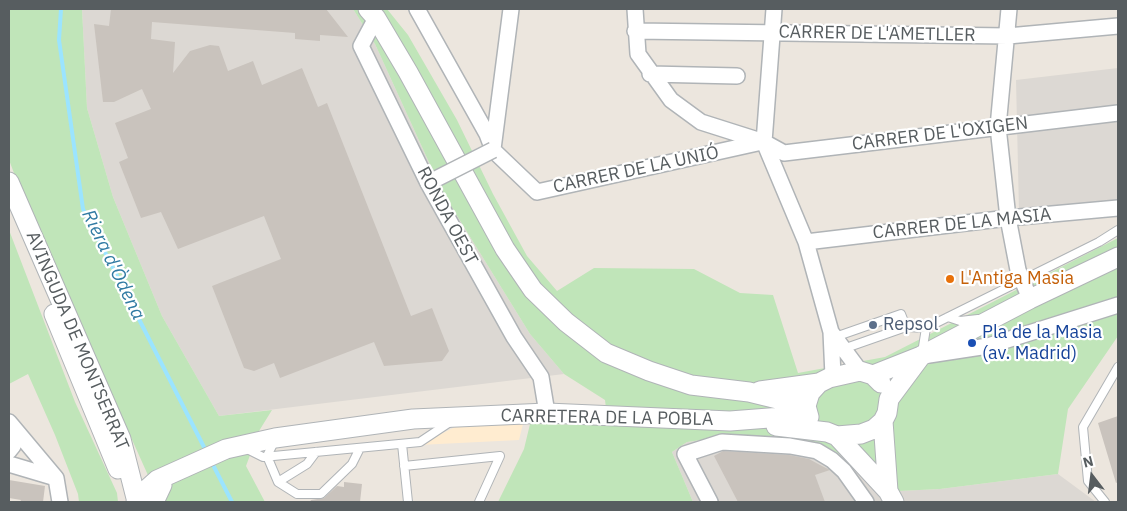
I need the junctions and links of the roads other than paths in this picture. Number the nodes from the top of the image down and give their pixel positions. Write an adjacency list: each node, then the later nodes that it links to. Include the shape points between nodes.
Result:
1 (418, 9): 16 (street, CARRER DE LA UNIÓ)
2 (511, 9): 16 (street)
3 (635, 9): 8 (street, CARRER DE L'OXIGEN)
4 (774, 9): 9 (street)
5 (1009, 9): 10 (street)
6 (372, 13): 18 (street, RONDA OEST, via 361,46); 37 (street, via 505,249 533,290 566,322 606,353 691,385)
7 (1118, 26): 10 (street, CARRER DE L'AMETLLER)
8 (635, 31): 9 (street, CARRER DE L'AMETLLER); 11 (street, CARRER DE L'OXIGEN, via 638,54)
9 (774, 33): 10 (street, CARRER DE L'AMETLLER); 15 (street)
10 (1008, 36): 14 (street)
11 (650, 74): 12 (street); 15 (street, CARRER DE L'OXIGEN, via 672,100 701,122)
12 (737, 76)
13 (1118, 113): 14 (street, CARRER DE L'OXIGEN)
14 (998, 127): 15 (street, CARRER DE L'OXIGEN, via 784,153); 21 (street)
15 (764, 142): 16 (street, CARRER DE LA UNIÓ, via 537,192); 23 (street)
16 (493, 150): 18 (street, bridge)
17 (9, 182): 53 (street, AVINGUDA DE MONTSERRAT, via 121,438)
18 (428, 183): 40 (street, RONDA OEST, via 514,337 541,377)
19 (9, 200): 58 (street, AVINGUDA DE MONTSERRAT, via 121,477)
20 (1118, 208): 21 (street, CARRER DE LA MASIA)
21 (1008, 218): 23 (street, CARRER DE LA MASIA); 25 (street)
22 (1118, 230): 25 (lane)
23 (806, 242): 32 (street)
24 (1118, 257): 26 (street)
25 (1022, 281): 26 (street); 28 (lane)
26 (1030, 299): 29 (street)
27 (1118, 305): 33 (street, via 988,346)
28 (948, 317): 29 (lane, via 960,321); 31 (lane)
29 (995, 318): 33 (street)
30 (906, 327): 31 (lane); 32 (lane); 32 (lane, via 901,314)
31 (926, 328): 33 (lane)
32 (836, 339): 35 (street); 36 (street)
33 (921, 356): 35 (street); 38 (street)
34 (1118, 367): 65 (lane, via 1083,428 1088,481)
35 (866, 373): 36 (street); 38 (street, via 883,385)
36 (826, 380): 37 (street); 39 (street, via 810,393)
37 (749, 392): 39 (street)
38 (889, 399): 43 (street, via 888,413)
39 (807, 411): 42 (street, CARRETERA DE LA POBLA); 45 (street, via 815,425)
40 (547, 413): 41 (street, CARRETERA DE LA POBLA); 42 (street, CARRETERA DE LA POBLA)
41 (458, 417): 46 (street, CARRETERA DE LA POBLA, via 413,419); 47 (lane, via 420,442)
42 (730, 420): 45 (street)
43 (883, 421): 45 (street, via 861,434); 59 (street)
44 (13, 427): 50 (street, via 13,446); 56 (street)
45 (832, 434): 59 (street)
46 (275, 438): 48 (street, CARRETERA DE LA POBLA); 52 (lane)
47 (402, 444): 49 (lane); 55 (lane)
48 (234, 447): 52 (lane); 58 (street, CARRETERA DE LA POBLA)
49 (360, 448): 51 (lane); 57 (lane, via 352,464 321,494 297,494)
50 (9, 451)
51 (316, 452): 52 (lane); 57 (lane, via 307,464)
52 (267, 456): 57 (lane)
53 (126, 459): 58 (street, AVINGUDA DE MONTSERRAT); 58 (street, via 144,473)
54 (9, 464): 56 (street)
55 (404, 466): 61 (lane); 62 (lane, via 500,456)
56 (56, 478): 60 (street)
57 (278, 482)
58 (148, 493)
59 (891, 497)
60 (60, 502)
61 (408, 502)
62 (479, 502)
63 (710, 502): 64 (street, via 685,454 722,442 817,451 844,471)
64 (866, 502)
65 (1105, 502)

Your task -> Without the pictures, return each entry exactly as given.

Response box ->
I need the junctions and links of the roads other than paths in this picture. Number the nodes from the top of the image down and give their pixel positions. Write an adjacency list: each node, then the later nodes that it links to. Include the shape points between nodes.
Result:
1 (418, 9): 16 (street, CARRER DE LA UNIÓ)
2 (511, 9): 16 (street)
3 (635, 9): 8 (street, CARRER DE L'OXIGEN)
4 (774, 9): 9 (street)
5 (1009, 9): 10 (street)
6 (372, 13): 18 (street, RONDA OEST, via 361,46); 37 (street, via 505,249 533,290 566,322 606,353 691,385)
7 (1118, 26): 10 (street, CARRER DE L'AMETLLER)
8 (635, 31): 9 (street, CARRER DE L'AMETLLER); 11 (street, CARRER DE L'OXIGEN, via 638,54)
9 (774, 33): 10 (street, CARRER DE L'AMETLLER); 15 (street)
10 (1008, 36): 14 (street)
11 (650, 74): 12 (street); 15 (street, CARRER DE L'OXIGEN, via 672,100 701,122)
12 (737, 76)
13 (1118, 113): 14 (street, CARRER DE L'OXIGEN)
14 (998, 127): 15 (street, CARRER DE L'OXIGEN, via 784,153); 21 (street)
15 (764, 142): 16 (street, CARRER DE LA UNIÓ, via 537,192); 23 (street)
16 (493, 150): 18 (street, bridge)
17 (9, 182): 53 (street, AVINGUDA DE MONTSERRAT, via 121,438)
18 (428, 183): 40 (street, RONDA OEST, via 514,337 541,377)
19 (9, 200): 58 (street, AVINGUDA DE MONTSERRAT, via 121,477)
20 (1118, 208): 21 (street, CARRER DE LA MASIA)
21 (1008, 218): 23 (street, CARRER DE LA MASIA); 25 (street)
22 (1118, 230): 25 (lane)
23 (806, 242): 32 (street)
24 (1118, 257): 26 (street)
25 (1022, 281): 26 (street); 28 (lane)
26 (1030, 299): 29 (street)
27 (1118, 305): 33 (street, via 988,346)
28 (948, 317): 29 (lane, via 960,321); 31 (lane)
29 (995, 318): 33 (street)
30 (906, 327): 31 (lane); 32 (lane); 32 (lane, via 901,314)
31 (926, 328): 33 (lane)
32 (836, 339): 35 (street); 36 (street)
33 (921, 356): 35 (street); 38 (street)
34 (1118, 367): 65 (lane, via 1083,428 1088,481)
35 (866, 373): 36 (street); 38 (street, via 883,385)
36 (826, 380): 37 (street); 39 (street, via 810,393)
37 (749, 392): 39 (street)
38 (889, 399): 43 (street, via 888,413)
39 (807, 411): 42 (street, CARRETERA DE LA POBLA); 45 (street, via 815,425)
40 (547, 413): 41 (street, CARRETERA DE LA POBLA); 42 (street, CARRETERA DE LA POBLA)
41 (458, 417): 46 (street, CARRETERA DE LA POBLA, via 413,419); 47 (lane, via 420,442)
42 (730, 420): 45 (street)
43 (883, 421): 45 (street, via 861,434); 59 (street)
44 (13, 427): 50 (street, via 13,446); 56 (street)
45 (832, 434): 59 (street)
46 (275, 438): 48 (street, CARRETERA DE LA POBLA); 52 (lane)
47 (402, 444): 49 (lane); 55 (lane)
48 (234, 447): 52 (lane); 58 (street, CARRETERA DE LA POBLA)
49 (360, 448): 51 (lane); 57 (lane, via 352,464 321,494 297,494)
50 (9, 451)
51 (316, 452): 52 (lane); 57 (lane, via 307,464)
52 (267, 456): 57 (lane)
53 (126, 459): 58 (street, AVINGUDA DE MONTSERRAT); 58 (street, via 144,473)
54 (9, 464): 56 (street)
55 (404, 466): 61 (lane); 62 (lane, via 500,456)
56 (56, 478): 60 (street)
57 (278, 482)
58 (148, 493)
59 (891, 497)
60 (60, 502)
61 (408, 502)
62 (479, 502)
63 (710, 502): 64 (street, via 685,454 722,442 817,451 844,471)
64 (866, 502)
65 (1105, 502)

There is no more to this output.